Apart from experiencing the growth in popularity, cryptocurrencies are also experiencing volatile swings in price for the last few years. Few crypto traders thrived, others did not.
Crypto Traders: Who are They?
Anyone who speculates the direction of the price of cryptocurrencies is referred to as a crypto trader. In other words, someone who is profited by the short-term changes in the fluctuating market price of cryptocurrencies. It goes without saying that the ultimate goal is to sell it when the prices increase and buy it when the market prices decrease. A crypto trader’s world is a lucrative one and there are a lot of individuals.
Things You Need To Understand About Succesful Crypto Trading
Technical analysis helps crypto traders in identifying changes and trends in the market price of cryptocurrencies. This information basically helps in identifying the best time to enter and exit the market after profiting from it.
Trends define the general direction of a map for the cryptocurrency. An intricate analysis is inclusive of Bollinger bands, Fibonacci retracements, and moving averages.
You can learn technical trends of crypto trading to make great profits 🙂
Bollinger bands are lines above and below the simple moving average of a cryptocurrency map, measuring two standard deviations. Most traders believe it is time to buy when rates reach the “lower band” and it is time to sell when they enter the “higher band.”
A Fibonacci retracement involves taking two extreme points (usually the highest and lowest points) on a map and splits the vertical distance by the following ratios of Fibonacci: 23.6%, 38.2%, 50%, 61.8%, and 100%. First, it draws horizontal lines for possible levels of support and resistance.
The moving average is a measure of technical analysis used on a cryptocurrency chart to “smooth out” price action by separating random price fluctuations from the overall trend.

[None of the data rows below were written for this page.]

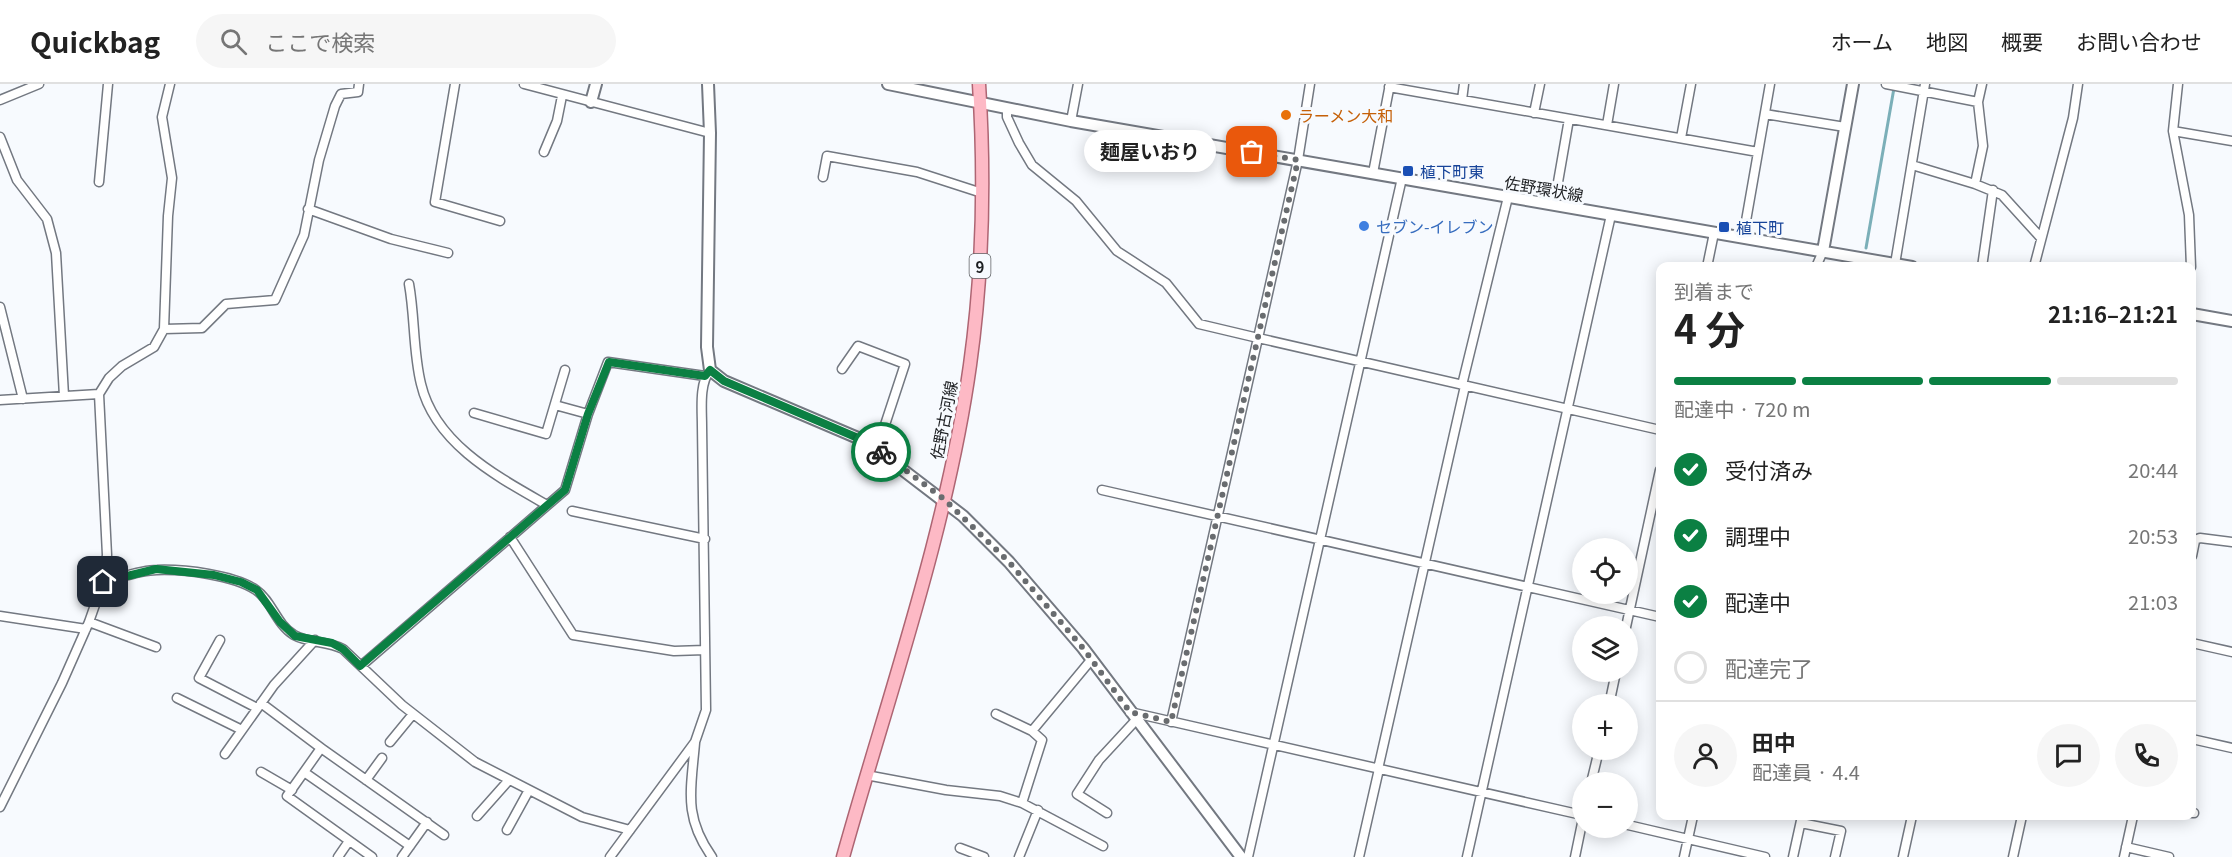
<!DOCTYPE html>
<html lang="ja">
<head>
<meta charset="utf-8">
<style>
	:root { --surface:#fff; --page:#f6f6f6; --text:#222; --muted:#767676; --line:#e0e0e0; --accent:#0b8043 }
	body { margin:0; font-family:Georgia,"Noto Sans JP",serif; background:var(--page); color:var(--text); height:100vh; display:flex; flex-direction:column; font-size:22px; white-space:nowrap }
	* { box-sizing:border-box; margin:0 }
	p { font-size:20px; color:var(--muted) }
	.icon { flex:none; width:33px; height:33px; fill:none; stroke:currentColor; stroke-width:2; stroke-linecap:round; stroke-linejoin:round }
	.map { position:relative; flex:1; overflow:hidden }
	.sheet { position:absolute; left:1656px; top:178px; width:540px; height:558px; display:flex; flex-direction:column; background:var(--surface); border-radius:12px; box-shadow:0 3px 15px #0003 }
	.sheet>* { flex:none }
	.fabs { position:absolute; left:1572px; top:454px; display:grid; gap:12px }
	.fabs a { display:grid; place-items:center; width:66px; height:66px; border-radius:50%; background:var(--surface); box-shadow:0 3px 15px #0003; font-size:30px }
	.pin { position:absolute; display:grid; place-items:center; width:51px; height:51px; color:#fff; margin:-26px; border-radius:12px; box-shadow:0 3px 9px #0006 }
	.courier { position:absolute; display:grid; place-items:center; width:60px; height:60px; margin:-30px; border:4px solid #0b8043; border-radius:50%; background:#fff; color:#222; box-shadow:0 2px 8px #0007 }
	.bubble { position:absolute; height:42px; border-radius:21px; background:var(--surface); box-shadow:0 3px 15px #0003; font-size:20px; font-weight:700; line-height:42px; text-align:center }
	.headline em { font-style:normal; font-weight:700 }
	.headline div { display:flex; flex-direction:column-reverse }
	.headline { display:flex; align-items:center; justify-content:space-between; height:102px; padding:0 18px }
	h1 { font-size:39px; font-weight:700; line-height:45px }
	.bar { display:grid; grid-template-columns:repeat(4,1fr); gap:9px 6px; align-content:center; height:72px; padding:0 18px }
	.bar i { height:8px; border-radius:4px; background:var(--line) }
	.bar .on { background:var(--accent) }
	.bar p { grid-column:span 4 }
	.line { display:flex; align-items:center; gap:15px; padding:0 18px; border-top:2px solid var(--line) }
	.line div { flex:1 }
	.round { display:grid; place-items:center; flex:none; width:63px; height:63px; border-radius:32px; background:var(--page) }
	ol { padding:0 18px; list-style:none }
	li { display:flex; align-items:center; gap:18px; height:66px }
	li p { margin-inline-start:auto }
	li .icon { padding:6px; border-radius:50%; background:var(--accent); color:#fff; stroke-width:4 }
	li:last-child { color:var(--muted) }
	li i { width:33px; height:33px; border:3px solid var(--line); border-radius:50% }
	header { display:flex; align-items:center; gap:36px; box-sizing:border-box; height:84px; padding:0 30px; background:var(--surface); border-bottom:2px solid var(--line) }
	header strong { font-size:28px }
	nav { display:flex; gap:33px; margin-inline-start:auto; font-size:21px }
	.search { width:420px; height:54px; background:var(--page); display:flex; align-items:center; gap:15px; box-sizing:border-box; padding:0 21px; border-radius:33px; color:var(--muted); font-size:22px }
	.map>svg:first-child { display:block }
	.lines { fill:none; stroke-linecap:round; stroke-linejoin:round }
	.stream { stroke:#7bafb8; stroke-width:3 }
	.street-casing { stroke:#737881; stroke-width:11 }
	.secondary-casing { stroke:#737881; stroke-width:14 }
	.primary-casing { stroke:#ae6573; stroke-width:15 }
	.street { stroke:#fff; stroke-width:8 }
	.secondary { stroke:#fff; stroke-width:10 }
	.primary { stroke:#fdb9c5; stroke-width:12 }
	.done { stroke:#696c6f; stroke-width:6; stroke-dasharray:0 10.8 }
	.route { stroke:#0b8043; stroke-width:8 }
	.food-dot { fill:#e8710a; stroke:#f7fafe; stroke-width:2 }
	.transit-dot { fill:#1a4fb4; stroke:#f7fafe; stroke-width:2 }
	.shop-dot { fill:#3f7fe0; stroke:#f7fafe; stroke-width:2 }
	.labels { text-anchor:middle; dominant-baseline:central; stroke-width:6; stroke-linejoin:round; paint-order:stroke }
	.shield { fill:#f7fafe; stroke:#5e6164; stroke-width:1.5 }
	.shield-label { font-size:15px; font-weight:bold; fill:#1d1f22 }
	.food-label { font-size:16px; fill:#c56008; stroke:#f7fafe; text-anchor:start }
	.transit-label { font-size:16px; fill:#164399; stroke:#f7fafe; text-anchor:start }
	.street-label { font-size:16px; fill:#1d1f22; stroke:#f7fafe }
	.shop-label { font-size:16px; fill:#366cbe; stroke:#f7fafe; text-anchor:start }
</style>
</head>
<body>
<header>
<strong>Quickbag</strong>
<div class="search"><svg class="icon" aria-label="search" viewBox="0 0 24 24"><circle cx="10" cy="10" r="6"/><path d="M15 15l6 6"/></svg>ここで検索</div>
<nav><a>ホーム</a><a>地図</a><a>概要</a><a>お問い合わせ</a></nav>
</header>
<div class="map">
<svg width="2232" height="773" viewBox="0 0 2232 773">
	<rect width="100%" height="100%" fill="#f7fafe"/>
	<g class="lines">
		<path class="stream" d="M1866,164L1894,4"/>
		<g class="street-casing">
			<path id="street" d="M455,0L435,118L500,137
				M524,0L710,49
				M1310,0L1298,76L1258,254L1660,346
				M1886,0L1978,18
				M1982,0L1978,18L1983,62L1975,100L2002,111L2041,154
				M2178,0L2173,47L2189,131L2191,183
				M1389,3L1758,68
				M0,16L39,0
				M1462,16L1464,0
				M1007,25V33L1019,59L1032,81L1076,117L1117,167L1166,199L1199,240L1258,254L1171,638
				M1534,29L1540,0
				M1765,30L1845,43
				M1071,37L1078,0
				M1607,41L1614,0
				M2173,47L2232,57
				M0,53L17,96L47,135L56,169L64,312
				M1681,54L1691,0
				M544,68L557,37L562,12
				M1912,81L1975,100
				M1373,89L1390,0
				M823,93L827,72L917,88L982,109
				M99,98L108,0
				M1554,121L1569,35
				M308,125L391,155L448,169
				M1743,154L1770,0
				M1895,180L1925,0
				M1707,183L1714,149
				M1816,183L1823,167
				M1982,183L1993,106
				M2034,183L2073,34L2078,0
				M409,200C415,233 413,268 421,300C435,360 498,393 547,421
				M0,223L23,315
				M164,245L202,244L226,220L275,216L304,151L319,76L335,22L341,10L358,8L359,0
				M842,285L858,262L905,280L877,365
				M1462,301L1508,113
				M0,316L99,310
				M555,321L588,330
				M474,329L546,350L565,286
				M1102,406L1660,533
				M572,427L705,455
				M510,453L573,551L674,567L705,566
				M2192,457L2200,454L2232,458
				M2192,472L2195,457
				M103,498C120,494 140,486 157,486C184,485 234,491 256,506C272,517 276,540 294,551C308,559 328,557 343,565L402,621L475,678L582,733L630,746
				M0,532L86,545
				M89,538L156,563
				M1626,543L1660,386
				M220,556L199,594L257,624
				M2192,559L2232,568
				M361,582L565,406L588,330L608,278L705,292
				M177,614L242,646
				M261,619L321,664
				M1609,621L1616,588
				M1130,628L1582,731
				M996,630L1032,647L1042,656L1022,719
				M1032,647L1091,576
				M2192,655L2232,664
				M390,658L413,630
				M695,659C691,706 683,732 712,773
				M225,670L274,601L315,556
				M1378,685L1465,302
				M261,688L292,706
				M304,688L410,762
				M866,691L946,706L1000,712L1022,719L1103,762
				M366,696L382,674
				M1591,699L1599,666
				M0,723L62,599L89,538L103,498L107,471L99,310L109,294L122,282L154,263L164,245L168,132L172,94L162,33L170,0
				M1107,729L1077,710L1099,676L1136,636
				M2192,729H2194
				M477,732L509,696
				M1801,739L1841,747L1835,773
				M1628,741L1765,773
				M507,746L529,706
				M2126,763L2169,773
				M960,764L984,773
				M338,773L349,757
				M372,773L287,712L321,664L444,751
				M402,773L427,738
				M610,773L695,658L706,626L702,342C702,325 699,300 710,286
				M1019,773L1038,726
				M1248,773L1402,94
				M1359,773L1379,685
				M1467,773L1611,131
				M1575,773L1582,739
				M1684,773L1693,732
				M1793,773L1802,732
				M1903,773L1912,732
				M2013,773L2022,732
				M2124,773L2133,732"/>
		</g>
		<g class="secondary-casing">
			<path id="secondary" d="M708,0L710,49L707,263L710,286L724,297L865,357L963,432L1009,478L1083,564L1241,773
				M888,0L1071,37L1912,183
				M591,18L596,0
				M1823,167L1853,0
				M2192,230L2232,237"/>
		</g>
		<g class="primary-casing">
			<path id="primary" d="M843,773C888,612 947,446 970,281C983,188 985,94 979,0"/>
		</g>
		<use href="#street" class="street"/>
		<use href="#secondary" class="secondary"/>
		<use href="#primary" class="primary"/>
	</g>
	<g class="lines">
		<path class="done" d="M881,368L944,415L1009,478L1083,564L1130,628L1171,638L1298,76L1252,68"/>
		<path class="route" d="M103,498L156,485L214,491L241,498L257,506L280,538L295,552L332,559L343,565L360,582L565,406L588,330L609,278L705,292L710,286L724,297L865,357L881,368"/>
	</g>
	<circle class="food-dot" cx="1286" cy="31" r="6"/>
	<g class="transit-dot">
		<rect x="1402" y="81" width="12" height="12" rx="3"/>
		<rect x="1718" y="137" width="12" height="12" rx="3"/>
	</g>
	<circle class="shop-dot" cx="1364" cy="142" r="6"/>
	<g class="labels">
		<rect class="shield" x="969.5" y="170" width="21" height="24" rx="4.5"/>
		<g class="shield-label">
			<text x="980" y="182">9</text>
		</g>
		<g class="food-label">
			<text x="1298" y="31">ラーメン大和</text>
		</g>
		<g class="transit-label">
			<text x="1420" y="87">植下町東</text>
			<text x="1736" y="143">植下町</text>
		</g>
		<g class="street-label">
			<text transform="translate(1544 104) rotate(10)">佐野環状線</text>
			<text transform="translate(943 336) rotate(-79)">佐野古河線</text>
		</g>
		<g class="shop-label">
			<text x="1376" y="142">セブン-イレブン</text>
		</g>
	</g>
</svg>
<div class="fabs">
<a><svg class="icon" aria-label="locate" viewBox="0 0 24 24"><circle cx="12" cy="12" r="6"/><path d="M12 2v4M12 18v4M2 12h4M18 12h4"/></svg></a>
<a><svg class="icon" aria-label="layers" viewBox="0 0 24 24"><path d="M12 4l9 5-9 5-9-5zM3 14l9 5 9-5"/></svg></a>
<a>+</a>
<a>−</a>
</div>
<div class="pin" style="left:1252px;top:68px;background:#ea580c"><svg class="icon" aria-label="bag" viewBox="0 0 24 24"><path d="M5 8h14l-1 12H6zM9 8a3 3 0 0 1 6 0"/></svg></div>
<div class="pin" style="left:103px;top:498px;background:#1f2937"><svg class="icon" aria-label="home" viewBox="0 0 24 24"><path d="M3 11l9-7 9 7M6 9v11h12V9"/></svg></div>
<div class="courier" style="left:881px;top:368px"><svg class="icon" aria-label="bike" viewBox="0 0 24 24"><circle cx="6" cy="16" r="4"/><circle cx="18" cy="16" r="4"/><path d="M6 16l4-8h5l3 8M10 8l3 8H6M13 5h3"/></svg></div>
<div class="bubble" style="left:1084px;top:46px;width:132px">麺屋いおり</div>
<section class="sheet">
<div class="headline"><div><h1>4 分</h1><p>到着まで</p></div><em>21:16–21:21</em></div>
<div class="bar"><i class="on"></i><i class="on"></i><i class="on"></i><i></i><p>配達中 · 720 m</p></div>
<ol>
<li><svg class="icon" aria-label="check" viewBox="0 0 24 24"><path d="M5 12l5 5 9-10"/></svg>受付済み<p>20:44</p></li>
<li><svg class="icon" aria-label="check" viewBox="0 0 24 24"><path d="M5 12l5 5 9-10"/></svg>調理中<p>20:53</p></li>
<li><svg class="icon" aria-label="check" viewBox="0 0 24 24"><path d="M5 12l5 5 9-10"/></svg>配達中<p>21:03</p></li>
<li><i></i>配達完了</li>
</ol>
<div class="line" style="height:108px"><a class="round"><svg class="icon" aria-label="person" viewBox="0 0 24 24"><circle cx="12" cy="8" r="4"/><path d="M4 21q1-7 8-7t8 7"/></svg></a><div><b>田中</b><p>配達員 · 4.4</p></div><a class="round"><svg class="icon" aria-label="chat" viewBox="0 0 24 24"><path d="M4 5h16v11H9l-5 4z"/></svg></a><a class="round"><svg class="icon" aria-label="phone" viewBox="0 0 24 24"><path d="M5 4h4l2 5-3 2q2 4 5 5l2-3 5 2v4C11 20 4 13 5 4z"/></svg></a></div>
</section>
</div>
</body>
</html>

The simple moving average (SMA) takes the average prices over a specified time period (such as days or weeks), while the exponential moving average (EMA) gives more weight to recent prices.
Relation Between Reward and Risk
Understanding the relationship between reward and risk is an important factor when it comes to crypto trading. Risk management tests uncertainty and the probability that a transaction will encounter negative results. Nonetheless, because risk and potential returns are positively correlated, a good crypto trader should never run away from the risk. The bigger the risk you’re taking, the better your reward will be if you come out on top.
Digital asset exchanges have a variety of tools that traders can use to prevent mistakes and avoid spiraling out of control from losing trades; these include stop losses and limit orders. Therefore it is important to understand the different order types and loss mitigation techniques. Unlike a standard “business” purchase order, limit orders allow you to decide the maximum price for a cryptocurrency that you are willing to pay. This strategy prevents you from paying more than you expected if the price increases during the completion of your order.
Keep a Track
Crypto-traders have to keep track of community discussion and news events, as this information influences the cryptocurrencies market price. News and rumors can have significant impacts on the economy and often generate lucrative trading opportunities. Successful traders take advantage of the power of knowledge by remaining active in the Blockchain community and keeping track of industry news.
A crypto-trader has to understand his or her own emotions, especially fear and greed. Emotional control is what distinguishes effective crypto-monetary traders from all others. Fear and greed are powerful emotional forces that can impair the judgment of an individual and cause them to make the wrong decisions. Successful traders stick to their trading strategy and do not give in to their emotions.
What Are The Risks Involved?
The volatility of the cryptocurrency market makes it a high-risk factor to bet on. Understanding the risks involved is very important when it comes to crypto trading as it can be the difference between a decision that may lead you to profits.
Listed below are some of the risks involved.
Due to the unstable nature of the cryptocurrency market, there have been a number of crashes in the history of crypto trading. One example is where more than $billion had been wiped off in the overall market cap during 2018 with almost every type of negative issue impacting it such as
- Tax evasion
- Money laundering
- Loose to zero regulation
- Excess speculation
- Exchange outages
- Cyber thefts
- Illegal initial coin offerings (ICOs)
The cryptocurrency market is highly unpredictable, which in a short period of time can lead to crazy price moves. Since there is no big real-world use of cryptocurrencies prices can shift irrationally based on fear and emotion rather than underlying fundamentals or technical trends of trading.
A long list of successful hack attempts on crypto-currency exchanges has been available.